The California Public Employees’ Retirement System (CalPERS) reported that annual ongoing costs for its investment operations have declined by approximately $134 million for the five-fiscal-year period from 2010-15.
This compares to last year’s report that annual ongoing costs for its investment operations declined by approximately $90 million for the five-year period from 2009 to 2014.
In the System’s review, the cost to manage the portfolio for Fiscal Year 2014-15 was approximately $1.4 billion, with external management fees contributing 91% of that figure. When excluding profit sharing fees to external managers, which can be volatile, the annual ongoing cost to manage the portfolio decreased by $44 million during the last fiscal year, and by $134 million over the past five fiscal years.
Contributors to the savings include transitioning assets from external managers to internal management when possible, reducing external management fees, and decreasing the number of external consultants and advisors.

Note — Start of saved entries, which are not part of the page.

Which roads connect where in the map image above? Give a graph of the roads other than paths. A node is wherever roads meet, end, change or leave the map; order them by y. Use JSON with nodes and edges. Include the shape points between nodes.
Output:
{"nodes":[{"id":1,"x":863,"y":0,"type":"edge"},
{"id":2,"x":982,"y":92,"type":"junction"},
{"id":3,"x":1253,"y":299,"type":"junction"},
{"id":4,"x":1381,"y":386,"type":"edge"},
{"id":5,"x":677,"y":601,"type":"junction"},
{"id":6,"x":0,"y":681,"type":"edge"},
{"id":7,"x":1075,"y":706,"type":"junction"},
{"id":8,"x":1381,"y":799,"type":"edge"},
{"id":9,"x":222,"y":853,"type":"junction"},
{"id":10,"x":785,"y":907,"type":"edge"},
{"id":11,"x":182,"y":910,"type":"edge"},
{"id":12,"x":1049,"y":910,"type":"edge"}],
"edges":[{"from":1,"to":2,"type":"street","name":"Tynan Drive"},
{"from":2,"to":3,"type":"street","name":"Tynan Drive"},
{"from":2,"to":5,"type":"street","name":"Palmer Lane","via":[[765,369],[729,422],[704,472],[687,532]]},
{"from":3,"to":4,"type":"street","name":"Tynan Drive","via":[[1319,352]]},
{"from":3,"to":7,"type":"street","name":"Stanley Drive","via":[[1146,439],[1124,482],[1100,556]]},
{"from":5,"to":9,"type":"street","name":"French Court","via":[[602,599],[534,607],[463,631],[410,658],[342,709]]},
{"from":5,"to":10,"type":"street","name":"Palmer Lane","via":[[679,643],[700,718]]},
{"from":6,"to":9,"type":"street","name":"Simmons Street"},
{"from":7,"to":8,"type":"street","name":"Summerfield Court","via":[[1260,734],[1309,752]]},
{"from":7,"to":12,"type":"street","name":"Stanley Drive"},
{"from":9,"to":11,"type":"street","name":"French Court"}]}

CEM, an independent provider of objective benchmarking information, found that the annual cost to manage the CalPERS portfolio was approximately $52 million lower than its peers. CEM cited internal management of public assets, index-oriented management of equities, and lesser use of fund-of-funds as contributors to the cost savings.
“Reducing cost is a priority at CalPERS, as outlined in our Investment Beliefs,” says Henry Jones, CalPERS Board Vice President and Investment Committee chair.
“We continue to identify ways to reduce cost without compromising quality or efficiency,” adds Ted Eliopoulos, CalPERS’ chief investment officer. “I am thankful these efforts are making an impact, and I am optimistic we will continue to make meaningful reductions in the future.”